TCPL/2.07_Type_Conversions

2.7 Type Conversions 类型转换

When an operator has operands of different types, they are converted to a common type according to a small number of rules. In general, the only automatic conversions are those that convert a "narrower" operand into a "wider" one without losing information, such as converting an integer into floating point in an expression like f + i. Expressions that don't make sense, like using a float as a subscript, are disallowed. Expressions that might lose information, like assigning a longer integer type to a shorter, or a floating-point type to an integer, may draw a warning, but they are not illegal.

当一个运算符的几个操作数类型不同时,就需要通过—些规则把它们转换为某种共同的类型。一般来说,自动转换是指把“比较窄的”操作数转换为“比较宽的”操作数,并且不丢失信息的转换,例如,在计算表达式f+i时,将整型变量i的值自动转换为浮点型(这里的变量f为浮点型)。不允许使用无意义的表达式,例如,不允许把float类型的表达式作为下标。针对可能导致信息丢失的表达式,编译器可能会给出警告信息,比如把较长的整型值赋给较短的整型变量,把浮点型值赋值给整型变量,等等,但这些表达式并不非法。

A char is just a small integer, so chars may be freely used in arithmetic expressions. This permits considerable flexibility in certain kinds of character transformations. One is exemplified by this naive implementation of the function atoi, which converts a string of digits into its numeric equivalent.

   /* atoi:  convert s to integer */
   int atoi(char s[])
   {
       int i, n;

       n = 0;
       for (i = 0; s[i] >= '0' && s[i] <= '9'; ++i)
           n = 10 * n + (s[i] - '0');
       return n;
   }

As we discussed in Chapter 1, the expression

    s[i] - '0'

gives the numeric value of the character stored in s[i], because the values of '0', '1', etc., form a contiguous increasing sequence.

由于char类型就是较小的整型,因此在算术表达式中可以自由使用char类型的变量,这就为实现某些字符转换提供了很大的灵活性。比如,下面的函数atoi就是一例,它将一串数字转换为相应的数值:

   1    /* atoi:  convert s to integer */
   2    int atoi(char s[])
   3    {
   4        int i, n;
   5 
   6        n = 0;
   7        for (i = 0; s[i] >= '0' && s[i] <= '9'; ++i)
   8            n = 10 * n + (s[i] - '0');
   9        return n;
  10    }

我们在第1章讲过,表达式

    s[i] - '0'

能够计算出s[i]中存储的字符所对应的数字值,这是因为'0'、'l'等在字符集中对应的数值是一个连续的递增序列。

Another example of char to int conversion is the function lower, which maps a single character to lower case for the ASCII character set. If the character is not an upper case letter, lower returns it unchanged.

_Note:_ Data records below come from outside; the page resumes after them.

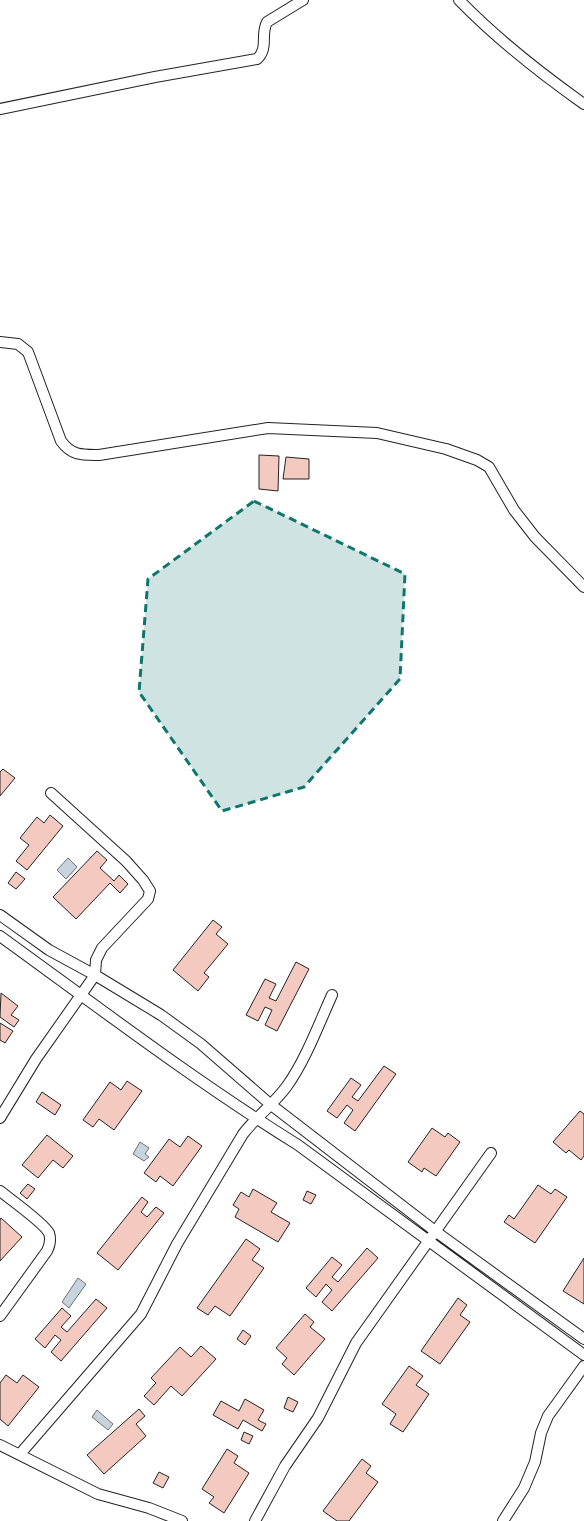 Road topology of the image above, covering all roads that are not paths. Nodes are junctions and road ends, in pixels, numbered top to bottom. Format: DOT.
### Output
graph roads {
  1 [pos="303,0"];
  2 [pos="459,0"];
  3 [pos="584,104"];
  4 [pos="0,109"];
  5 [pos="0,342"];
  6 [pos="584,587"];
  7 [pos="51,793"];
  8 [pos="0,915"];
  9 [pos="0,936"];
  10 [pos="95,974"];
  11 [pos="332,995"];
  12 [pos="80,996"];
  13 [pos="270,1104"];
  14 [pos="0,1118"];
  15 [pos="255,1119"];
  16 [pos="491,1153"];
  17 [pos="0,1191"];
  18 [pos="435,1231"];
  19 [pos="427,1241"];
  20 [pos="0,1316"];
  21 [pos="584,1339"];
  22 [pos="584,1355"];
  23 [pos="584,1366"];
  24 [pos="0,1445"];
  25 [pos="20,1454"];
  26 [pos="182,1521"];
  27 [pos="255,1521"];
  28 [pos="503,1521"];
  1 -- 4 [label="street"];
  2 -- 3 [label="street"];
  5 -- 6 [label="street"];
  7 -- 10 [label="street"];
  8 -- 10 [label="street"];
  9 -- 12 [label="street"];
  10 -- 12 [label="street"];
  10 -- 13 [label="street"];
  11 -- 13 [label="street"];
  12 -- 14 [label="street"];
  12 -- 15 [label="street"];
  13 -- 15 [label="street"];
  13 -- 18 [label="street"];
  15 -- 19 [label="street"];
  15 -- 25 [label="street"];
  16 -- 18 [label="street"];
  17 -- 20 [label="street"];
  18 -- 19 [label="street"];
  18 -- 21 [label="street"];
  19 -- 22 [label="street"];
  19 -- 27 [label="street"];
  23 -- 28 [label="street"];
  24 -- 25 [label="street"];
  25 -- 26 [label="street"];
}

   /* lower:  convert c to lower case; ASCII only */
   int lower(int c)
   {
       if (c >= 'A' && c <= 'Z')
           return c + 'a' - 'A';
       else
           return c;
   }

This works for ASCII because corresponding upper case and lower case letters are a fixed distance apart as numeric values and each alphabet is contiguous -- there is nothing but letters between A and Z. This latter observation is not true of the EBCDIC character set, however, so this code would convert more than just letters in EBCDIC.

函数lower是将char类型转换为int类型的另一个例子,它将ASCII字符集中的字符映射到对应的小写字母。如果待转换的字符不是大写字母,lower函数将返回字符本身。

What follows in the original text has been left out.